Conversar faz bem, em qualquer circunstância – desde que com gente com quem podemos saber algo.

Não apenas como esses dois destacados líderes políticos. Aprendo muito com pessoas simples que atendo em meu gabinete e com os que me abordam na rua. Basta ouvir com atenção, mesmo que a gente discorde de quem está nos falando. Como vê a vida, o estado de ânimo, os interesses imediatos, que raciocínio usa para justificar o que pensa…

Minha mãe Oneide, muito católica, dizia que não ouvir com atenção era uma “falta de caridade”.

Levei essa assertiva em consideração a vida inteira, quando tentei ser um bom médico e na militância política, que se confunde com minha própria vida.

“Converso” muito também com autores que leio. O livro ou mesmo um artigo, ou uma crônica, ou um poema eu os considero diálogo do autor com o leitor.

Imagino muitas conversas que não tive e que gostaria de ter tido. Outras tantas que não sei se terei tempo de vida ainda para tê-las.

Com Renato Rabelo, dirigente comunista exemplar, de enorme lucidez e descortino estratégico, gostaria muito de conversar mais. As circunstâncias não têm me dado esse prazer. Seguiria aprendendo com ele mais do que já aprendi.

Na militância política, toda conversa tende a ser interessante. Quando se dá entre aliados, há que como duas conversas simultâneas: a que é explicitada com palavras e a que vem subentendida. Ler as duas é uma arte. E um aprendizado.

Mas há também espécimes políticos que já alcançaram postos de grande relevo, em geral por força de circunstâncias muito particulares, com os quais a conversa não prospera. Gente que quase nada tem a dizer, salvo o que enxerga a alguns centímetros além do nariz e o que alimenta como projeto pessoal.

Certa vez, após um encontro com um então proeminente aliado do PCdoB em Pernambuco, João Amazonas disparou: “Como diria minha filha, esse nem conversa tem!”

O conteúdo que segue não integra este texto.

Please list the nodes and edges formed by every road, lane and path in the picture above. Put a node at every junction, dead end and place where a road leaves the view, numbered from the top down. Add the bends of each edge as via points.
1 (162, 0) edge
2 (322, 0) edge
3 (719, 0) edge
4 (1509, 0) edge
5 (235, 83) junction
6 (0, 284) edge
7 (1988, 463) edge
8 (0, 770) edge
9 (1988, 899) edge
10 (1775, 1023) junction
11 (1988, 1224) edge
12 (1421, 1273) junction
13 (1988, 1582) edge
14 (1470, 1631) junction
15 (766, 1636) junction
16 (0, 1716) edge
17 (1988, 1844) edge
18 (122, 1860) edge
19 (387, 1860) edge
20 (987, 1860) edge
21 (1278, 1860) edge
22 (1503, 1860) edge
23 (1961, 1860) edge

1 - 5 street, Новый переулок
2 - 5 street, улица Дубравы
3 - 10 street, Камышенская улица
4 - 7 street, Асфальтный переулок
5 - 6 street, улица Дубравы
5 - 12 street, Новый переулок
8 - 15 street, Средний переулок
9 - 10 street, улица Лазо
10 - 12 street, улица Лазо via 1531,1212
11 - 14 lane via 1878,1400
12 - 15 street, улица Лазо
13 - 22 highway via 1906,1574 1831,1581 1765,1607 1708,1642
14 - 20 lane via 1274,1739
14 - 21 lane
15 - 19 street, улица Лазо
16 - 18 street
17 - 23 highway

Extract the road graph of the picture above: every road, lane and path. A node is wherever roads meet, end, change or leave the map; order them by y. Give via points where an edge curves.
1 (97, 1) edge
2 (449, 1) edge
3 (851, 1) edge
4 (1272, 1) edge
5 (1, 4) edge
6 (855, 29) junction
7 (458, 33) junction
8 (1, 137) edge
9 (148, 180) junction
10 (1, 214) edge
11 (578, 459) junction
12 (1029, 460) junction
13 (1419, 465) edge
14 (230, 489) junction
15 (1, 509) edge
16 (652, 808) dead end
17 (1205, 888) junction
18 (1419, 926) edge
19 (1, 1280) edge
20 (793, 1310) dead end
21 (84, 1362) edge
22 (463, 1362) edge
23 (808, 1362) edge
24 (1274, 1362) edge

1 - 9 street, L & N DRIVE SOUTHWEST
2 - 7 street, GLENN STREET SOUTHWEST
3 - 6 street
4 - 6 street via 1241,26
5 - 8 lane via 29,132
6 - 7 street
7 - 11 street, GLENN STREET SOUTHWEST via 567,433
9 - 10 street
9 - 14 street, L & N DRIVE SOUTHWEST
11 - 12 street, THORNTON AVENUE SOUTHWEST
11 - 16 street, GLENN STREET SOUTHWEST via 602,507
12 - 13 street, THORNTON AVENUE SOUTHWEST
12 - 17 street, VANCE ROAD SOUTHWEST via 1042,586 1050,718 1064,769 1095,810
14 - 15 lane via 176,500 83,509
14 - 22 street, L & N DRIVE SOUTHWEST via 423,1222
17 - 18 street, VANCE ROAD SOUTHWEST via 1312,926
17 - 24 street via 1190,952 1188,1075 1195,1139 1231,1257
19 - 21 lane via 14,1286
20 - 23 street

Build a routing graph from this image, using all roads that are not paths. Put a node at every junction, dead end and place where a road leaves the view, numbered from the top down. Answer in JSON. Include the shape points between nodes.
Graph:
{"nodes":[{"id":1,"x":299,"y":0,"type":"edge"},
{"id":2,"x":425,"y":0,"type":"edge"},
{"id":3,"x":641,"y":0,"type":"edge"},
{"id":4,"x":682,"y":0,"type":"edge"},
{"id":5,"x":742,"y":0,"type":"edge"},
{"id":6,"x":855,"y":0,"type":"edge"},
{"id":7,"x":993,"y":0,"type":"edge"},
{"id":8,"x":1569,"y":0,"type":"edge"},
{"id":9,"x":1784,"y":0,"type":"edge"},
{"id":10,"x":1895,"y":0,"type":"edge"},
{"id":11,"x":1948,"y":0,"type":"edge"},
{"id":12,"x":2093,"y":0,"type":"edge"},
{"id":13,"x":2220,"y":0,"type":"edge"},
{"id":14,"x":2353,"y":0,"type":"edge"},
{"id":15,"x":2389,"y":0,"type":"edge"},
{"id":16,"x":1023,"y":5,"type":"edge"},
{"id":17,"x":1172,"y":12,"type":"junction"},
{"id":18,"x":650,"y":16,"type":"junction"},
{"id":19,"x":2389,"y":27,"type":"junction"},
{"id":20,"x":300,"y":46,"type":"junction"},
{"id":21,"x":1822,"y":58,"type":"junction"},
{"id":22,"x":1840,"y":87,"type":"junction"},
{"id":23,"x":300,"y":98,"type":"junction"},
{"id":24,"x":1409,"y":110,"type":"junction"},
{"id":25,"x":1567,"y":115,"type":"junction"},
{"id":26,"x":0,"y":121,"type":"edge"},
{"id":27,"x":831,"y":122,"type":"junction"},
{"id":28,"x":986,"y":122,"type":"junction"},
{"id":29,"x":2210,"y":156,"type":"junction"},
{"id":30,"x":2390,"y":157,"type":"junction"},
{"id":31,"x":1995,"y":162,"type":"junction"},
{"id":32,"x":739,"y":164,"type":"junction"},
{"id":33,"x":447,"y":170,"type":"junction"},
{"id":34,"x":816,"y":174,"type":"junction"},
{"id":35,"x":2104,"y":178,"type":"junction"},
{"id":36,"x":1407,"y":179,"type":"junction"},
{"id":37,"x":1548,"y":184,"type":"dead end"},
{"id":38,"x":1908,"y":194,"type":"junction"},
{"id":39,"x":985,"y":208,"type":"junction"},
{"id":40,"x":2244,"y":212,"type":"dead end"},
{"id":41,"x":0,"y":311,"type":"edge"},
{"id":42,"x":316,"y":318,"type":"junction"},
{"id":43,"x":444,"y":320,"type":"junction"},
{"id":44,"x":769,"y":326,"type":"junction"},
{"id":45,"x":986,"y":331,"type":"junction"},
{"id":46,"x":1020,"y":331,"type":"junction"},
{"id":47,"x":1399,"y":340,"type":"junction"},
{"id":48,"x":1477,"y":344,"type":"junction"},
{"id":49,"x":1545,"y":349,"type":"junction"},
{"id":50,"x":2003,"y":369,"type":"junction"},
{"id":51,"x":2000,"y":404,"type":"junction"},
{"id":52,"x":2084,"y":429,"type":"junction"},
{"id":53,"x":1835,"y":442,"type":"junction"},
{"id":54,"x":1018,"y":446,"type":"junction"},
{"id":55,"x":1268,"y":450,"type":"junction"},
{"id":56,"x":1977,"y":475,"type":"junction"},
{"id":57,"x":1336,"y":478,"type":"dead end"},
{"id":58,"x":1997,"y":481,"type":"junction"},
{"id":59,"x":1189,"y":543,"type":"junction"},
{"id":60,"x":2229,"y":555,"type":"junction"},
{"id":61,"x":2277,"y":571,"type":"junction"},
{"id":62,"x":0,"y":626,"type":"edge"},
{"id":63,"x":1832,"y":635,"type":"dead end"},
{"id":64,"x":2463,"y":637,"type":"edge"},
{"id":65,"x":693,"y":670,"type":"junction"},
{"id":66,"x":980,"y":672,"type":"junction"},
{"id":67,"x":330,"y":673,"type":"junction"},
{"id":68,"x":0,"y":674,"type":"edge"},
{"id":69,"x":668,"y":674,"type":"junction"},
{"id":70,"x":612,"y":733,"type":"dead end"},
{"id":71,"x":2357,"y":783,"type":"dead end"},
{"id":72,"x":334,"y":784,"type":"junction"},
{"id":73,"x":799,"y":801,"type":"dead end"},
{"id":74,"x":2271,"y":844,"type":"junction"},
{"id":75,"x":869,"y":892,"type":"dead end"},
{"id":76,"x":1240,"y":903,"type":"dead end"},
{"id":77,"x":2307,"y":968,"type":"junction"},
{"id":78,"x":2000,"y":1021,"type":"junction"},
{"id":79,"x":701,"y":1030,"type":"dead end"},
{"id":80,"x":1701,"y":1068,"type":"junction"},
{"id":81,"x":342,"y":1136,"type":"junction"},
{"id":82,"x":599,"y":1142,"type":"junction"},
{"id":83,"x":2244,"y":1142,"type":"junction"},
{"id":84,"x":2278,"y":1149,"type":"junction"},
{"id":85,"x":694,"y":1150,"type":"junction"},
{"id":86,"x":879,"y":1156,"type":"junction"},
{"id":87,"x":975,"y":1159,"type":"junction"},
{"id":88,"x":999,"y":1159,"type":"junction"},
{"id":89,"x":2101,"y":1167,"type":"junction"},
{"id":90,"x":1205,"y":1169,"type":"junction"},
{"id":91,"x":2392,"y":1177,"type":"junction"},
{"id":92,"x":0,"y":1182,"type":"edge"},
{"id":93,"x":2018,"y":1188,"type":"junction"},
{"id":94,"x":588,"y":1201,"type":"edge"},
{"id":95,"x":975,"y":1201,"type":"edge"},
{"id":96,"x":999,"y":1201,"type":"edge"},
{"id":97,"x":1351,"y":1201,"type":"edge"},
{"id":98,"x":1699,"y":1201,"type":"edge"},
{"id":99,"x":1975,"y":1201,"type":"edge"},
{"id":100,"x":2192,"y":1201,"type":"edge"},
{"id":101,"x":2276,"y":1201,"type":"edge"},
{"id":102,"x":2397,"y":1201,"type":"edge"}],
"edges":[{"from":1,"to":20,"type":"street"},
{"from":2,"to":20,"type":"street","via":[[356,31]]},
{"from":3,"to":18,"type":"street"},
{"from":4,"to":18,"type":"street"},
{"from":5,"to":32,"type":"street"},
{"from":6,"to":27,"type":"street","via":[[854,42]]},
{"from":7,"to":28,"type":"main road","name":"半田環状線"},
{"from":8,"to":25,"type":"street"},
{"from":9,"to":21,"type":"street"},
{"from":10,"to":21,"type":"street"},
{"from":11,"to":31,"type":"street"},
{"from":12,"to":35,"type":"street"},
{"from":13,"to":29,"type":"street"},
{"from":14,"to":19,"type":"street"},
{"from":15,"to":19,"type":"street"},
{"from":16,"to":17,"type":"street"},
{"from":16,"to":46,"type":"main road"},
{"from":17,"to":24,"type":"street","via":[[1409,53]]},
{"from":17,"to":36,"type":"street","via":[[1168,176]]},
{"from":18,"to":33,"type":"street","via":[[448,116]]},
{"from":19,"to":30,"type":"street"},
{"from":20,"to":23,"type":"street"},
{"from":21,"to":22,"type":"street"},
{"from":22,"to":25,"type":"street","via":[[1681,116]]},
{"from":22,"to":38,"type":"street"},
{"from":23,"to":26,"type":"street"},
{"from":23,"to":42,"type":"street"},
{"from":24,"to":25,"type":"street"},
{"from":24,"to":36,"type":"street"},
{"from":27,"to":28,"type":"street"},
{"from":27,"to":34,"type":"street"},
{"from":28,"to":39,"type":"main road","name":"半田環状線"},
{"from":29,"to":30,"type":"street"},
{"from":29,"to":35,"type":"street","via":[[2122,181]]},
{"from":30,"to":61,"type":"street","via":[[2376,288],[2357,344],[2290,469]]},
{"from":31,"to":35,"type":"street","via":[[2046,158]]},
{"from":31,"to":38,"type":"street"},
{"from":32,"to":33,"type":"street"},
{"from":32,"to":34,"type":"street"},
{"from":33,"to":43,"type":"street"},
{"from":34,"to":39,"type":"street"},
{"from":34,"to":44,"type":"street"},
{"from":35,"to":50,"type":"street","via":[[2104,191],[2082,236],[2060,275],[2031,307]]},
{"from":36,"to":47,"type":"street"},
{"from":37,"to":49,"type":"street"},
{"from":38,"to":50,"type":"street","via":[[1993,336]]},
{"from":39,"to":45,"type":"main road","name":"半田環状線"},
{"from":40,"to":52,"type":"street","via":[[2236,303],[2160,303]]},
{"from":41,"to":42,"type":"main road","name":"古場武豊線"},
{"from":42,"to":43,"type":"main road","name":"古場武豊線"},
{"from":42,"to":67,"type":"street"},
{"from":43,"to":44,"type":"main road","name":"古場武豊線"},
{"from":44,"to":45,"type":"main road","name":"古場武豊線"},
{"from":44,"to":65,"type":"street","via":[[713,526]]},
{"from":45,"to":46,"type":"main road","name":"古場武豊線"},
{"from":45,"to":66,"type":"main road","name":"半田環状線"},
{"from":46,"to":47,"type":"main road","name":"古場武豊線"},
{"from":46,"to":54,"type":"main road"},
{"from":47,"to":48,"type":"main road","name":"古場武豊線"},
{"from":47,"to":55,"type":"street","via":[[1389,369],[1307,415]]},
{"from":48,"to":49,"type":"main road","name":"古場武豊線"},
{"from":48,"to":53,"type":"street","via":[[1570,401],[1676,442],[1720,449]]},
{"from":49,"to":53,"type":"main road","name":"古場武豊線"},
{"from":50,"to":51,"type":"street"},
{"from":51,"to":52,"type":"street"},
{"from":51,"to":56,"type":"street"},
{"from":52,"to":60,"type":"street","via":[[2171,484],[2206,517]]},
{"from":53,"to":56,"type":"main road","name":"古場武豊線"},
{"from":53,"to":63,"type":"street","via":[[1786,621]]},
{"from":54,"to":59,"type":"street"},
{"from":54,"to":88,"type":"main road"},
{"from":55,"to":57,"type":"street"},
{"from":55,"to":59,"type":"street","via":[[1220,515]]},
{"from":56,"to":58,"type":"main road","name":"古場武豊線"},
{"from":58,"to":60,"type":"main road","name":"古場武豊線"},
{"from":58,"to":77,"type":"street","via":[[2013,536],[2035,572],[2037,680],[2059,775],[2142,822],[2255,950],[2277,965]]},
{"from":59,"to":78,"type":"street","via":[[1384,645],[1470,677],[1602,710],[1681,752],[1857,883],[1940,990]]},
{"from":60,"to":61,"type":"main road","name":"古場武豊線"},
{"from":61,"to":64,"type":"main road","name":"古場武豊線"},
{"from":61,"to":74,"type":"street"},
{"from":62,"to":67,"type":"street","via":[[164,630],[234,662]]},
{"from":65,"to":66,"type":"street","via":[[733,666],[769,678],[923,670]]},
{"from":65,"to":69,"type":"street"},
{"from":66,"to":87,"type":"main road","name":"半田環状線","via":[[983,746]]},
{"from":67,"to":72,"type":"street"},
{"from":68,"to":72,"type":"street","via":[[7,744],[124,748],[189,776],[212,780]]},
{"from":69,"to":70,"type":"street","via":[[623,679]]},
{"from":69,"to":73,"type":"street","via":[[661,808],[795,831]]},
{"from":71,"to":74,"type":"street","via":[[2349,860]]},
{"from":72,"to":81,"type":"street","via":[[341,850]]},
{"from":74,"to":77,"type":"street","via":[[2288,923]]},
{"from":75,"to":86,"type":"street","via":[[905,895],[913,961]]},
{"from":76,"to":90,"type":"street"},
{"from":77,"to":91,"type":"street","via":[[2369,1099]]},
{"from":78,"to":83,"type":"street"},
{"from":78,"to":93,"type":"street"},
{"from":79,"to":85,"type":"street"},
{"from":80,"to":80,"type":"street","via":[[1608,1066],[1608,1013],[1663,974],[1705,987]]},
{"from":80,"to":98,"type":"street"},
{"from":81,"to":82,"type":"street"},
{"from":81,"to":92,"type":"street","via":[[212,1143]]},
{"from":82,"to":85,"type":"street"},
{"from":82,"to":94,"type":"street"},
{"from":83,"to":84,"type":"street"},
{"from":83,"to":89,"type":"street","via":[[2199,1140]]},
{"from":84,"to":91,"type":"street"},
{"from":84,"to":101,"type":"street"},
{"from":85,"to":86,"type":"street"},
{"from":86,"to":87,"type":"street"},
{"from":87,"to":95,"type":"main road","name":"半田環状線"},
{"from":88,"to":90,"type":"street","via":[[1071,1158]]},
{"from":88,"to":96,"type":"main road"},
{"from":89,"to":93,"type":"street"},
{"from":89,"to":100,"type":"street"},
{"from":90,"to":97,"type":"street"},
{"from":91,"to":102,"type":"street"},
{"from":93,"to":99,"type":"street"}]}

Tinha mesmo não. Nunca teve, apesar do sucesso eleitoral.

Já na casa dos setenta e sem ambições pessoais, tendo a militância no Partido como fio condutor, nem posso imaginar o tempo de vida que tenho pela frente. Por isso peço para não cumprir certas tarefas que me exigem tempo de elaboração prévia, como voltar a dar aulas nos cursos de formação de quadros e militantes, pois tenho muito que ler e ainda muitas conversas pela frente. 

Tenho urgência em ouvir e aprender. Inclusive com meus netos.